5 ways that live video is changing marketing
You may have spotted the option to go live on Facebook. Why on earth would anyone choose to go live in their everyday life? Well, the truth is that live video is not really designed for the everyday user – though we are sure they will find a way to use this effectively – live video is more for the brand storytellers who seek to interact directly with their consumers.
Tesla masterminded the ultimate of special announcements by launching a car into space and propelling it towards mars. Also, the live video special announcement of the new Tesla trucks – that just happened to be carrying Tesla’s luxury model was pretty genius. Elon Musk knows how to put on a show and have this streamed as live video across internet platforms.
If you have a new product launch or an announcement of importance to the development of a brand – then set up a conference and send it out to the world via live stream. If you want to see how the pros do it – then just watch the Facebook developers conference with Mark Zuckerberg announcing through live online video the new dating application, he intends to introduce to his social media site.
Using social influencers
Live video is also a great way to use your social influencers. It is fine to pay money to the Kim Kardashians of the world to drop product mentions into tweets and posts – but what if they sent out notification that they would be talking live via video at a set time – and your product would be a part of the live video. The power for the consumer is feeling they are sharing a moment with the influencer – they are hearing them as they are speaking the words. If you are not convinced that live access to influential people is important – consider why bands tour the world and participate in live gigs – when you can easily access old material on YouTube.
Hosted streams have been used particularly effectively by political parties. The hosting of live town hall debates, news conferences, live questions and answer sessions with different demographics – have all been effective ways of stimulating interest in the audience.
The use of live video in this way means that the audience can send through questions and comments that can be conveyed to the participants in almost real-time. This can shape the nature of the live event – with the participants encouraged to answer directly to the people who are watching. This level of engagement in the audience is likely to bring the consumer back to your social media or your website time and again – as active participation breeds a desire for further action (and, in converse, passive observation leads to passivity.)

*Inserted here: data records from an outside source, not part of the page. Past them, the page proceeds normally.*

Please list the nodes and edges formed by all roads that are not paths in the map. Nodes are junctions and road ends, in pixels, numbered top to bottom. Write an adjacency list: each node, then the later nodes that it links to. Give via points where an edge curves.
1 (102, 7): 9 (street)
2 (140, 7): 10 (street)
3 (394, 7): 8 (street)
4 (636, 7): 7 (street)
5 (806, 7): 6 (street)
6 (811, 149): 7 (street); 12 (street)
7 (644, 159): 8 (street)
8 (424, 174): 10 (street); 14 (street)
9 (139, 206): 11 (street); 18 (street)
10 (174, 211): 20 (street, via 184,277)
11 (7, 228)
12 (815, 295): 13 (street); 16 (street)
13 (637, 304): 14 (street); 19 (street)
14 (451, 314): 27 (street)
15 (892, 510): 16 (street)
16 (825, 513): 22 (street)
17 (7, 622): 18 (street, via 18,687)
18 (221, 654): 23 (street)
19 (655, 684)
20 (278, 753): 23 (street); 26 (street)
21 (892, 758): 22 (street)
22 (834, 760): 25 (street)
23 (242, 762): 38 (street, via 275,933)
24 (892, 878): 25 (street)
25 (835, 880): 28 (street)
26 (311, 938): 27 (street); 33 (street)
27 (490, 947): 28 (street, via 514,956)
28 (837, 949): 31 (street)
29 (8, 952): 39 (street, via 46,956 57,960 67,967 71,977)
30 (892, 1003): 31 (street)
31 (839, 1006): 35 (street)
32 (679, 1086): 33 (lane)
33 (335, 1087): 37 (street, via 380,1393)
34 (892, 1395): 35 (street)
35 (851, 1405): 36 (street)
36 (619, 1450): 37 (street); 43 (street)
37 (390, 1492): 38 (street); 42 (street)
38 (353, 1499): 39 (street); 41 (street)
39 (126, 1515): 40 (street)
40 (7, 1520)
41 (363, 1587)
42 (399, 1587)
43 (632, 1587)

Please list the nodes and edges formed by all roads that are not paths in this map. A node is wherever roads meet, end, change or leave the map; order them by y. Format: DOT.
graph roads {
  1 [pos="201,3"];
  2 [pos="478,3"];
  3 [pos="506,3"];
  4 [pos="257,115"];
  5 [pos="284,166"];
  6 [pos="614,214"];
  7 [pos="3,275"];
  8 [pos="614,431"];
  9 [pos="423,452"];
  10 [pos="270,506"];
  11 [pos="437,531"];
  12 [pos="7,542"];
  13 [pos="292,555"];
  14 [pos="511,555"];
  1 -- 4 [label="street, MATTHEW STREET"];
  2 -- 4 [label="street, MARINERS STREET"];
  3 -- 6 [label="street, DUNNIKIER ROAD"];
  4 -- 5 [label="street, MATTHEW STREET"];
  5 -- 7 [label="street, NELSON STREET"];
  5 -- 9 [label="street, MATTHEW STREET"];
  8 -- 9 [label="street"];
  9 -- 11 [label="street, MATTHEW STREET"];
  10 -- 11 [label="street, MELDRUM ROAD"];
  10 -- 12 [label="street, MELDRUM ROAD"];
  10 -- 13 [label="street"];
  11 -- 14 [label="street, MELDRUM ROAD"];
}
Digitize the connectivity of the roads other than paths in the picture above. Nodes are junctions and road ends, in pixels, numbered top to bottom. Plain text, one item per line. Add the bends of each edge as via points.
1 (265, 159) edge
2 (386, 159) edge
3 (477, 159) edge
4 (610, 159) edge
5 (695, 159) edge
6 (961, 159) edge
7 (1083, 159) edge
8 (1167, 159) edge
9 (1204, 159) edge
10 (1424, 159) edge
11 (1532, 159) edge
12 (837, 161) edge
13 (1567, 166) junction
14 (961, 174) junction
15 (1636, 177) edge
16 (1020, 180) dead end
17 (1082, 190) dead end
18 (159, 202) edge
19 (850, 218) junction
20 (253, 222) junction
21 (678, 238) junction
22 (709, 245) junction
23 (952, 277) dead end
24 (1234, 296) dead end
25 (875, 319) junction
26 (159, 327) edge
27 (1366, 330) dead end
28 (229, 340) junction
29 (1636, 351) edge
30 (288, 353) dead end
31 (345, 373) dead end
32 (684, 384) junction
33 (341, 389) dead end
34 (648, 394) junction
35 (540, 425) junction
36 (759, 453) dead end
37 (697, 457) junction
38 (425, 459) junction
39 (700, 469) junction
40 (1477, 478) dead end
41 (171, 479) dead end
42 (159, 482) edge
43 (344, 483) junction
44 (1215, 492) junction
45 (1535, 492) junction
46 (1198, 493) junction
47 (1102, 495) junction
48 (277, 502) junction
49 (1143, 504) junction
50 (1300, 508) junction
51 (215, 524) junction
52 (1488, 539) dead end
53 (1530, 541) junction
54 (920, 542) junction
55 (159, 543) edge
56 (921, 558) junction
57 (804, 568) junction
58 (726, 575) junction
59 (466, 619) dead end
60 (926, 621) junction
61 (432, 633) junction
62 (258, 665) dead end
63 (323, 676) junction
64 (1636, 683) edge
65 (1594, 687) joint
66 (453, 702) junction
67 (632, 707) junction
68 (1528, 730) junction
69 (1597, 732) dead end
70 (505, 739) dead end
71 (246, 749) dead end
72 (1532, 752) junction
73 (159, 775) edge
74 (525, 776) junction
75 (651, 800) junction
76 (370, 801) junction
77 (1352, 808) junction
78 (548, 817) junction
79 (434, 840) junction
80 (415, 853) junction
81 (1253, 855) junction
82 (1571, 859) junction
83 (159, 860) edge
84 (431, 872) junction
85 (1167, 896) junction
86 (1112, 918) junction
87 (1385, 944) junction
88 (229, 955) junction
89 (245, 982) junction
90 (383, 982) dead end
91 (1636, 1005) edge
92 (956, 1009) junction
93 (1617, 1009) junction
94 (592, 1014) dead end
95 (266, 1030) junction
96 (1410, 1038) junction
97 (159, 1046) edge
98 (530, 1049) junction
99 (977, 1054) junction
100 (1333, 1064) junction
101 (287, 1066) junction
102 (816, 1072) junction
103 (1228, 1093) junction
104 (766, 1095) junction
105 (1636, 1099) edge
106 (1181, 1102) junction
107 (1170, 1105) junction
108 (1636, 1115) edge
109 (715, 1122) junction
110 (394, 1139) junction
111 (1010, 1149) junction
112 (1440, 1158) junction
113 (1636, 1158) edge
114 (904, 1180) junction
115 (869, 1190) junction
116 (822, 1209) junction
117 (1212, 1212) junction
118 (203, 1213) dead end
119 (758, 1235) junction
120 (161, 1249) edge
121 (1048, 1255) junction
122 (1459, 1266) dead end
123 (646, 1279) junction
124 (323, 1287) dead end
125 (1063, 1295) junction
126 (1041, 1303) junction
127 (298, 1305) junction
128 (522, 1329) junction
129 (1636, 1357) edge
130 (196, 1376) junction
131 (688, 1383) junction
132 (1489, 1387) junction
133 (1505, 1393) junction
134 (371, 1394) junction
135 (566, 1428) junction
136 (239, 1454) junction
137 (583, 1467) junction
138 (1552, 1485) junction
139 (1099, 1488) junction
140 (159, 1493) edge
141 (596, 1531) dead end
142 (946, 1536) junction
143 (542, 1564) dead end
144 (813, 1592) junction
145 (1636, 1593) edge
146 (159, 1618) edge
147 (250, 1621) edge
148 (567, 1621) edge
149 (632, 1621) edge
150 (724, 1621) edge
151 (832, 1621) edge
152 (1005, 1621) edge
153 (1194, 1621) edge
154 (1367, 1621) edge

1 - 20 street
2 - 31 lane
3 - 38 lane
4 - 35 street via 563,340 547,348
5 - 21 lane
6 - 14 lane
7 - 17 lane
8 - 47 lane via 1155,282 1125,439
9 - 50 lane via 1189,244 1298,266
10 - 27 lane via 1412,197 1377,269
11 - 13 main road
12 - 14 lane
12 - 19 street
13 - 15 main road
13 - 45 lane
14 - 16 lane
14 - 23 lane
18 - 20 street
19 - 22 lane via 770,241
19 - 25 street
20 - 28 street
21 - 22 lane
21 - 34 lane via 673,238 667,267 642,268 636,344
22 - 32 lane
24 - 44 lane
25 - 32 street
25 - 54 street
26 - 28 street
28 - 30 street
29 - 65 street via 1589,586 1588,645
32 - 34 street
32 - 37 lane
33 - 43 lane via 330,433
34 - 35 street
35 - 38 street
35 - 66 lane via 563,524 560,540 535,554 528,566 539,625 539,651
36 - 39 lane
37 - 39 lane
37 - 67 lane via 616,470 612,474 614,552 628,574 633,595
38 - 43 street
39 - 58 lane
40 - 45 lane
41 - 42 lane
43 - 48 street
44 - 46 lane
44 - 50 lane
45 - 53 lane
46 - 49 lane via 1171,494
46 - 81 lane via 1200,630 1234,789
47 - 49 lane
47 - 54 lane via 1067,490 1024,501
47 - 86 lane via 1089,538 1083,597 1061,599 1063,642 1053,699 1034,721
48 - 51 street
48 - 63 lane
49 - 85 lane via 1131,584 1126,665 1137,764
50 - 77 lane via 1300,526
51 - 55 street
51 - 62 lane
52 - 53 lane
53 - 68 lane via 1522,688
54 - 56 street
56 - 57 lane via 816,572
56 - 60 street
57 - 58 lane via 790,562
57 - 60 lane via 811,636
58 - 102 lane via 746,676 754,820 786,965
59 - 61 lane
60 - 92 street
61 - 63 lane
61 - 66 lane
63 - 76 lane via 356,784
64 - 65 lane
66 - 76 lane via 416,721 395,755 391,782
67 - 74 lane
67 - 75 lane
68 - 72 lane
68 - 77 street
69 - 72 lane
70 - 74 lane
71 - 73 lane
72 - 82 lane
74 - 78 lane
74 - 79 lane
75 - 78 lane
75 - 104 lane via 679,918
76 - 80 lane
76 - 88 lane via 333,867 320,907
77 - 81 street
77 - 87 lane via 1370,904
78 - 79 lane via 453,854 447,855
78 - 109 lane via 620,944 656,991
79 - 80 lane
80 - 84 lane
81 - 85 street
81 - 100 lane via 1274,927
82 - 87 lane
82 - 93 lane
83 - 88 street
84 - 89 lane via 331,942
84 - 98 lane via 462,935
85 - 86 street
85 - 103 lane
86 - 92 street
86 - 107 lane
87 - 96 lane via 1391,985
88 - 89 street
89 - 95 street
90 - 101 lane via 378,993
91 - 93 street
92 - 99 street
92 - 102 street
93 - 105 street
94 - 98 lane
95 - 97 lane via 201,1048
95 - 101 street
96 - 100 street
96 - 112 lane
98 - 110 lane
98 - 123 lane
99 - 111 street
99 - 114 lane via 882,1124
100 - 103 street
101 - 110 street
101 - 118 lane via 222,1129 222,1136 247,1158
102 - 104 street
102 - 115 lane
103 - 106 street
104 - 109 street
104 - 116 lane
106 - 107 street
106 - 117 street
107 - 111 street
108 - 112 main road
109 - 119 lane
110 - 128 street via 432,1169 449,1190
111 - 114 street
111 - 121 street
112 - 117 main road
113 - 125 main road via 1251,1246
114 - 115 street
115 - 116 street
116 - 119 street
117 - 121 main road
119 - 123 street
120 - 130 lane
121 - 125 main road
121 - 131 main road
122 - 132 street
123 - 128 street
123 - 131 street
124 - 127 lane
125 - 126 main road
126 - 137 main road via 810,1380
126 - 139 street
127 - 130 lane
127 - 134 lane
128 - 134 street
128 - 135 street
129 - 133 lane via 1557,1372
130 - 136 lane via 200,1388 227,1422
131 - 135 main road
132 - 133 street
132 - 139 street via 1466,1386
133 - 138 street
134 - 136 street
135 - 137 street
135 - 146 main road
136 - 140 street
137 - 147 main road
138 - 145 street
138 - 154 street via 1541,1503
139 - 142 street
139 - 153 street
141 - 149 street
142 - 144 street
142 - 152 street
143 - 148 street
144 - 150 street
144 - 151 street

A man jumped off a platform attached to a balloon that was flying into space and went free-falling to earth – all on live video online – and all we can remember is that it was Red Bull that gave him those wings. This was a live event that was years in the making but went viral around the world. Red Bull as a brand are excellent at setting up stunts that people want to watch – so they follow them on social media and seek out the live video as it is happening. The consumer seeks out the brand to watch essentially a live advertisement for the qualities of the product.
Certain news outlets have begun to use live events as click bait. Streaming the US press briefing live via Facebook – with the option to comment and emoji react to comments – has become a regular occurrence. The chance to watch the sunrise in an exotic country and comment on where you are seeing this also helps build a community. The event does not have to be of your making – nor does it have to be huge – but it is enough to make the user interested enough to click and therefore interact with your brand.
Get behind the scenes access
Another way to draw your user closer to your brand is to give them an insider perspective. Some video games producers have used live video of behind the scenes development and testing to give a sense of anticipation for a future release. The idea of getting to know the developers is part of a culture of gaming – and the building of a community that the user wants to be a part of.
Some television shows also use live video either after the broadcast or in the green room during the broadcast. This use of live video gives a three-dimensional experience to the act of watching television. The idea is to make those that choose to watch this live video feel more inside the organisation than those who are just watching the television programme.
London Fashion Week used behind the scenes live footage particularly well. They used the live videos to give sneak peaks of the shows and the designs – so that the consumer would want to visit the event or to seek out more information about the new lines on show.
Live video is a great way to get close to your consumer and add to your brand story. It requires that you take a risk – as live video is – well live – and therefore there are chances for things to go wrong. However, if you trust the technology and invest in the right people to hold these events – then the power for the brand is immediate – and huge.
Marketing is now all about the customer experience and showing the consumer that the brand cares. Therefore, live video shows a degree of effort and interaction that demonstrates a desire to make a connection with the audience. You are also listening to these people as you are streaming – getting direct customer voice – with the chance to respond immediately. This voice of the consumer can then be fed back into development teams to improve the quality of your offer to your industry sector. It is an all-round win.